I took a look at which of my VMs had the lowest available entropy and installed ekeyd-egd-linux on them, pointing it at my entropy service IP:

admin.obstler.bitfolk.com available entropy after hooking up to entropy service

panel0.bitfolk.com available entropy after hooking up to entropy service

spamd0.lon.bitfolk.com available entropy after hooking up to entropy service

Success!

Where next? ^

  • Get some customers using it, explore the limits of how much entropy can be served.
  • Buy another Entropy Key so that it doesn’t all grind to a halt if one of them should die.
  • Investigate a way to get egd to read from another egd so I can serve the entropy directly from a VM and not have so many connections to my real hardware. Anyone interested in coding that?
  • Monitor the served entropy both for availability and for quality.

7 thoughts on “Adventures in entropy, part 2

  1. Really interesting pair of articles!

    I’ve tried running ‘watch -n 0.25 cat entropy_avail’ and my entropy goes down too. What I did find interesting about that command though is that leaving my computer alone the entropy stayed put for up to a few seconds at a time. But, moving the mouse and typing on my keyboard caused the entropy to jump around, obviously as a result of all the interrupts being generated.

  2. The reason entropy drops when you try to look at it is that you’re causing the execution of a program. Modern Linux runtime linkers randomise where shared libraries are loaded to make attacks more difficult. It does this by reading 32 or 64 bytes from /dev/random.

    Glad you’re having success with the Entropy Key! (Disclaimer: I work for the manufacturer.)

  3. I’ve been doing some experiments with Entropy Key too. Thanks for the explanation about why starting a process (such as cat) to read entropy_avail actually uses entropy.

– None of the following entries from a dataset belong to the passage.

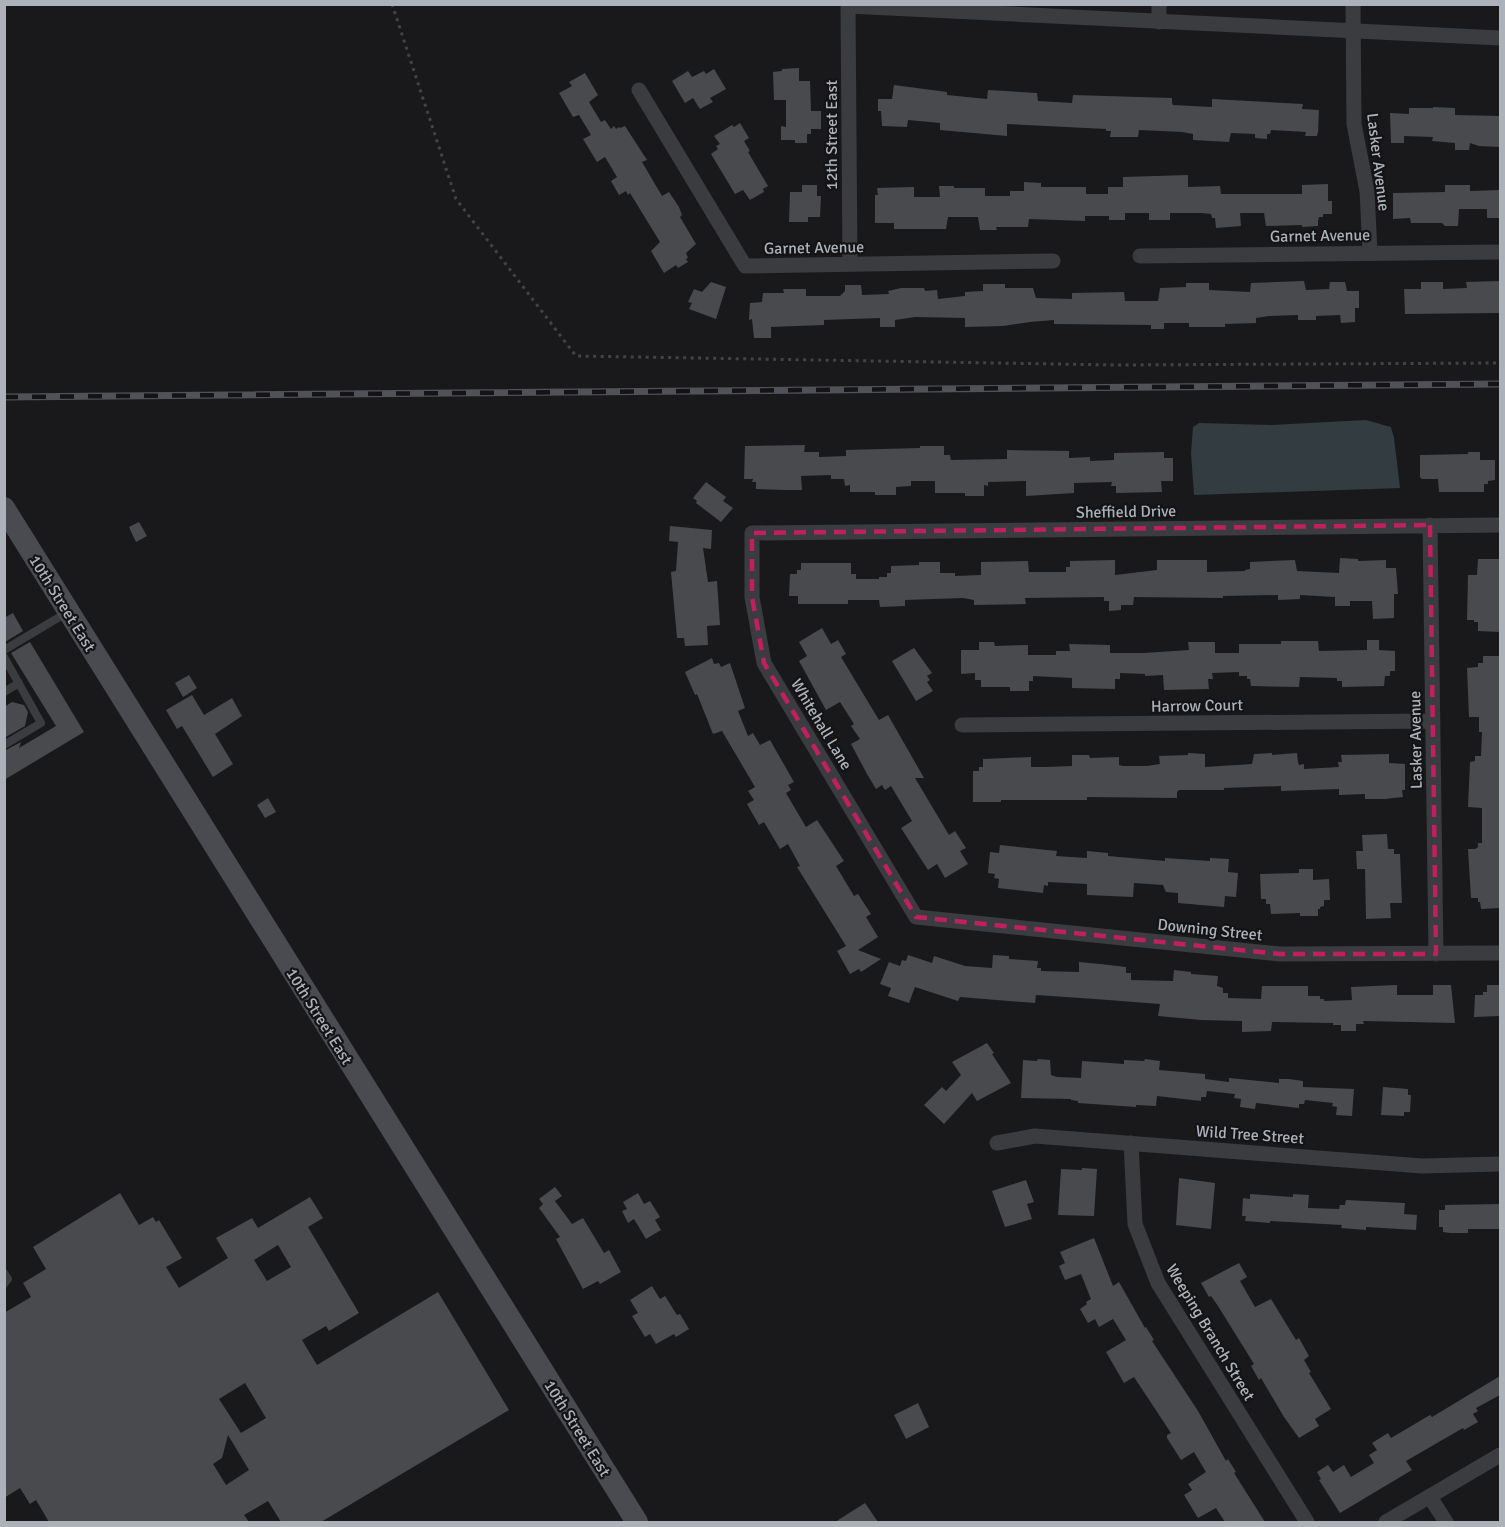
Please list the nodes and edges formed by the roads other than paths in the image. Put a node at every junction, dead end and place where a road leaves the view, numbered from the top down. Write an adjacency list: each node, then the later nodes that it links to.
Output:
1 (1159, 4): 4 (street)
2 (1353, 4): 5 (street, Lasker Avenue)
3 (848, 6): 4 (street); 12 (street, 12th Street East)
4 (1159, 22): 5 (street)
5 (1353, 31): 6 (street); 8 (street, Lasker Avenue)
6 (1500, 38)
7 (639, 90): 12 (street, Garnet Avenue)
8 (1370, 252): 9 (street, Garnet Avenue); 10 (street, Garnet Avenue)
9 (1500, 252)
10 (1140, 256)
11 (1053, 261): 12 (street, Garnet Avenue)
12 (850, 264)
13 (4, 508): 16 (main road, 10th Street East)
14 (1430, 525): 15 (street, Sheffield Drive); 17 (street, Sheffield Drive); 23 (street, Lasker Avenue)
15 (1500, 525)
16 (10, 531): 18 (main road, 10th Street East)
17 (752, 533): 26 (street, Whitehall Lane)
18 (69, 612): 19 (lane); 36 (main road, 10th Street East)
19 (4, 650)
20 (4, 657): 21 (lane)
21 (19, 683): 22 (lane); 25 (lane)
22 (4, 692)
23 (1433, 721): 24 (street, Harrow Court); 28 (street, Lasker Avenue)
24 (962, 725)
25 (4, 745)
26 (916, 917): 28 (street, Downing Street)
27 (1500, 953): 28 (street, Downing Street)
28 (1436, 954)
29 (997, 1143): 30 (street, Wild Tree Street)
30 (1131, 1143): 31 (street, Wild Tree Street); 37 (street, Weeping Branch Street)
31 (1500, 1164)
32 (4, 1273): 33 (lane)
33 (4, 1284)
34 (1500, 1455): 35 (street)
35 (1430, 1497): 38 (street); 39 (street)
36 (637, 1522)
37 (1307, 1522)
38 (1386, 1522)
39 (1446, 1522)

    To counteract this, I used the following little Perl script which reads entropy_avail every 0.1 seconds without spawning a process each time:

    http://gist.github.com/485595

  4. Two very interesting articles. I really need to get hold of an Entropy Key now that they are available.

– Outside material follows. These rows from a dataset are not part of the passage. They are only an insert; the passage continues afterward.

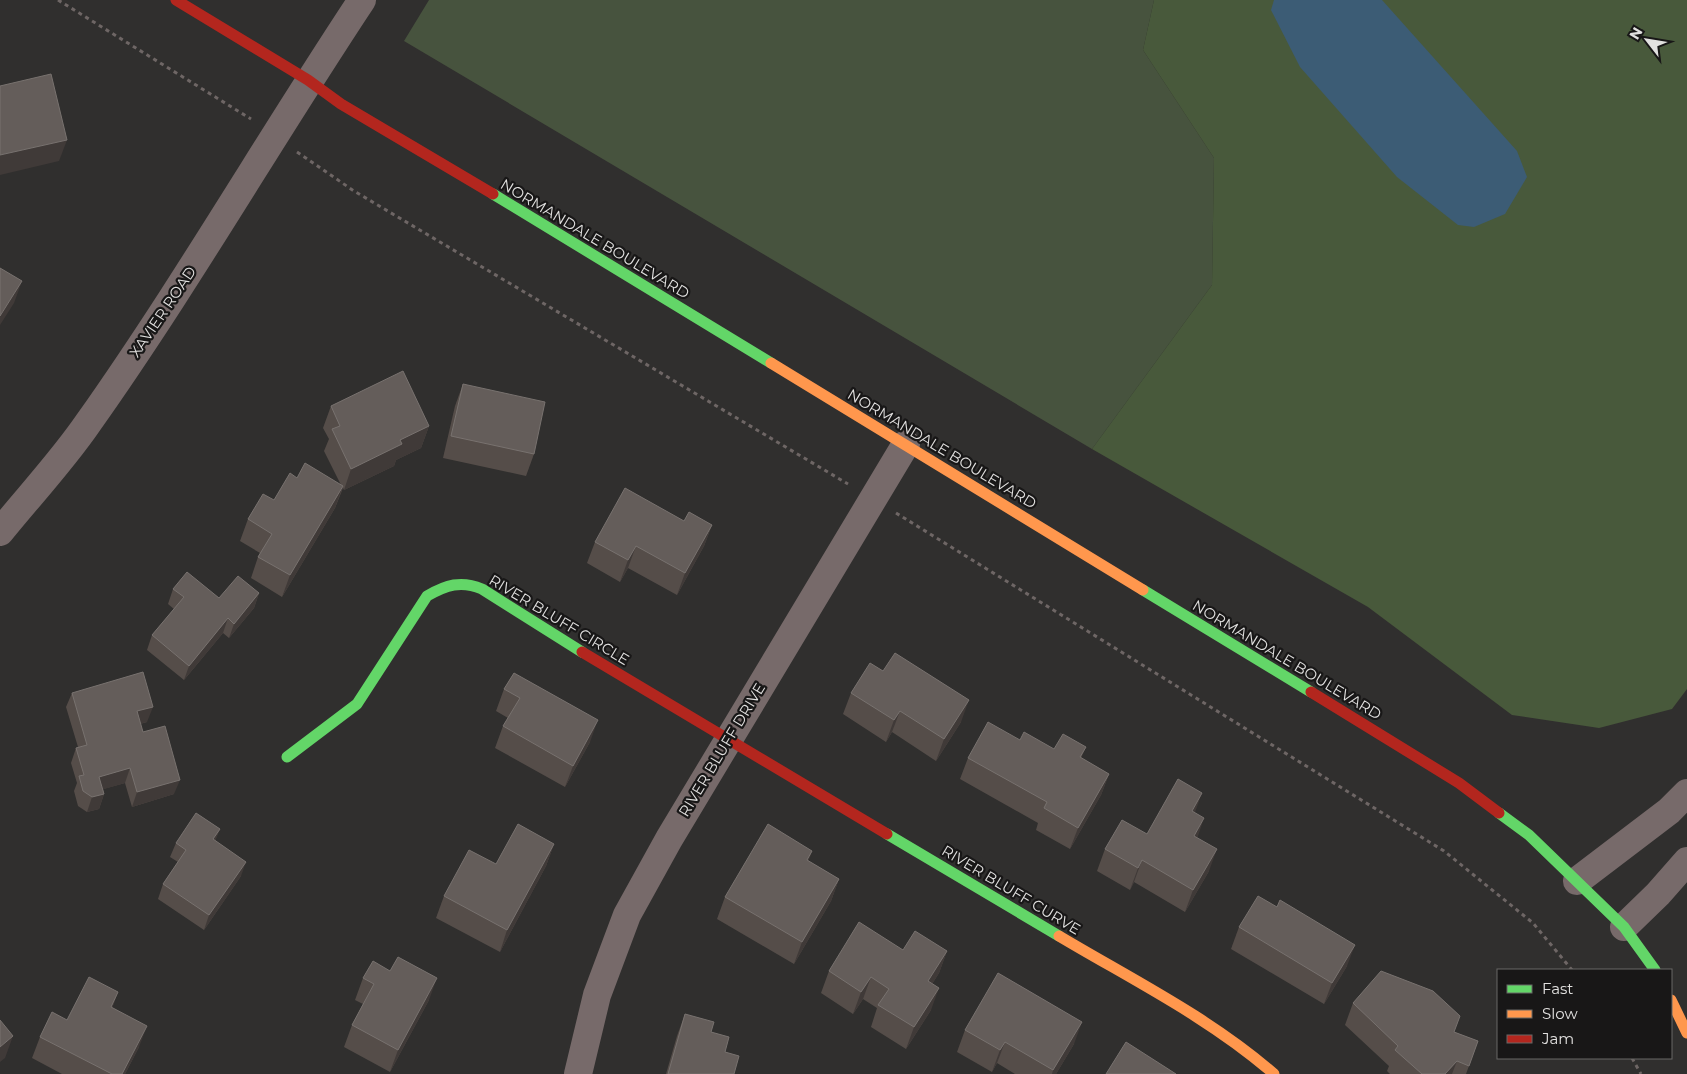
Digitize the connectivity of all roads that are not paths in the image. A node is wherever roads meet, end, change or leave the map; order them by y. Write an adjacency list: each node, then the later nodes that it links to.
1 (176, 0): 3 (street, NORMANDALE BOULEVARD)
2 (362, 0): 3 (street, XAVIER ROAD)
3 (308, 80): 4 (street, NORMANDALE BOULEVARD); 5 (street, XAVIER ROAD)
4 (906, 444): 6 (street, RIVER BLUFF DRIVE); 10 (street, NORMANDALE BOULEVARD)
5 (0, 532)
6 (729, 740): 7 (street, RIVER BLUFF CIRCLE); 15 (street, RIVER BLUFF DRIVE); 16 (street, RIVER BLUFF CURVE)
7 (287, 757)
8 (1687, 793): 10 (street)
9 (1687, 861): 11 (street)
10 (1577, 881): 11 (street, NORMANDALE BOULEVARD)
11 (1624, 927): 12 (street, NORMANDALE BOULEVARD)
12 (1654, 969)
13 (1672, 1002): 14 (street)
14 (1687, 1033)
15 (578, 1074)
16 (1274, 1074)

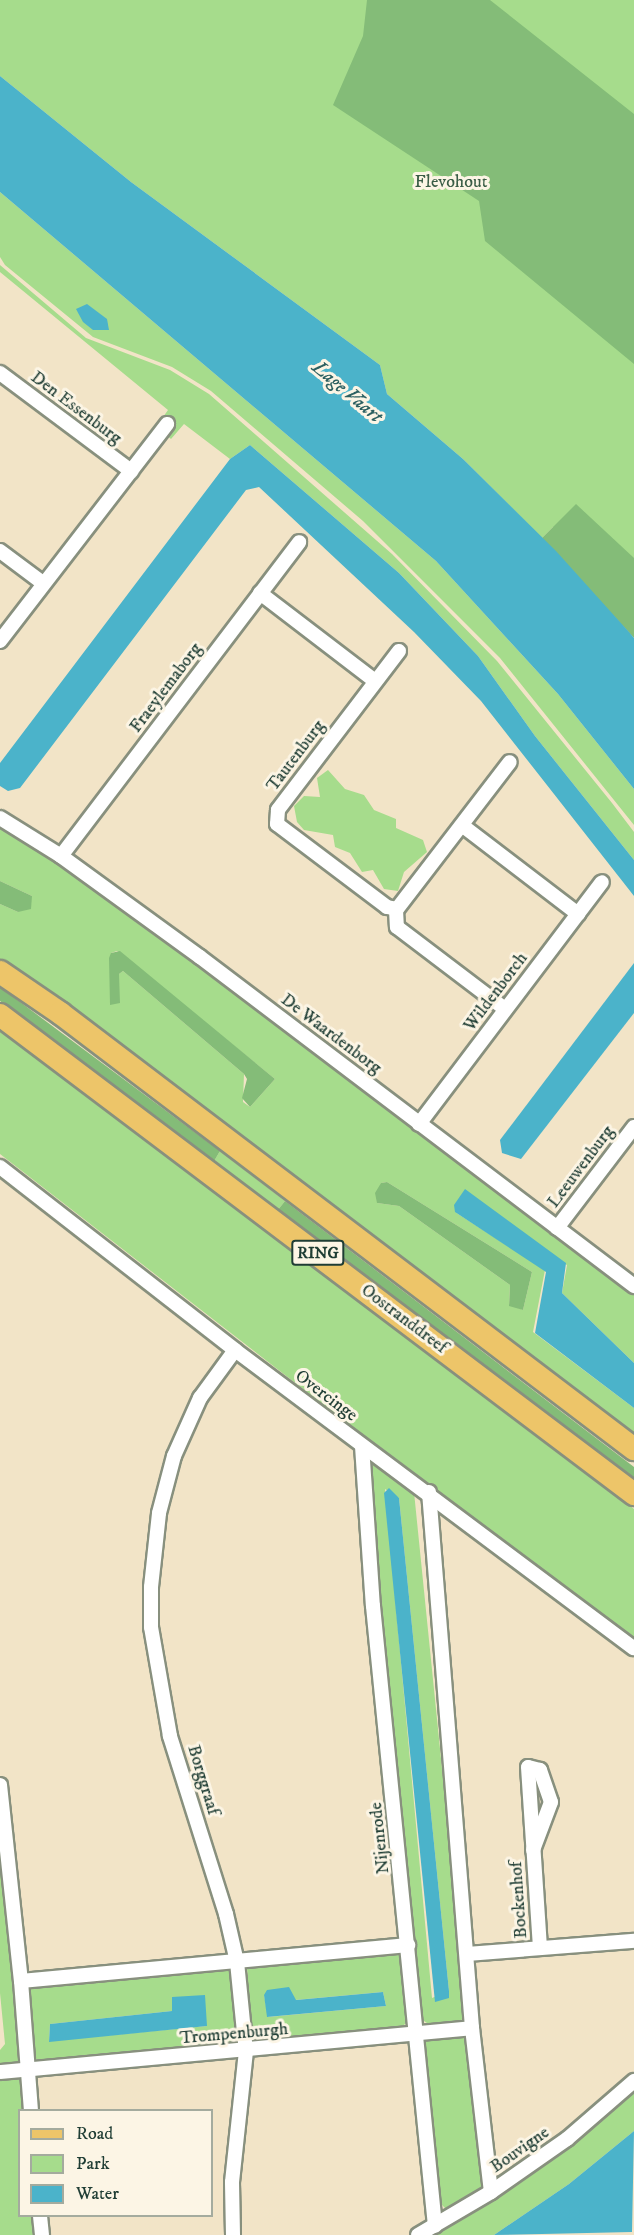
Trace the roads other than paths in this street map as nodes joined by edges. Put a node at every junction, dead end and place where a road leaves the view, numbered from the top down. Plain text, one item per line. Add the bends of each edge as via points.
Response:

    Another solution to this problem is to strip out the Linux kernel PRNG, and use a better PRNG, one that can not be drained of entropy. There are patches against the Linux kernel for both Yarrow and Fortuna PRNGs – have you considered this approach as well or instead?

    1. Gav, I must admit I personally haven’t explored that because I’m in the position of being asked to provide entropy rather than being the one in need of it. Although my examples have been based on (mostly virtual) machines I operate, that’s only because those are the only machines I have access to. 🙂

      While I can measure particularly low available entropy on some of them, it wasn’t actually causing me any problems. If it had been causing me problems then I would probably have set it up to top up /dev/random from /dev/urandom and considered that secure enough.

      What brought all this to my attention was customers complaining to me about lack of entropy in their virtual machines. I started suggesting they just use /dev/urandom or top up their /dev/random from something else, but I’m not willing to promise someone else that this is secure enough for their needs. I didn’t think of suggesting they change the PRNG too. I think it might be more work than they are willing to take on (customers support their own kernels, so almost all use their distribution’s packaged one). Anyway, they now have the Entropy Key as another option.

  5. Gav: Replacing Linux’s current RNG with another doesn’t really solve any problems. /dev/urandom will just turn into a PRNG (instead of an TRNG) when the pool runs low anyway. If you if you want that, just symlink /dev/urandom to /dev/random. Otherwise, stick with having them separate and have things you really care about use /dev/random, and stuff you don’t use /dev/urandom; best of both worlds.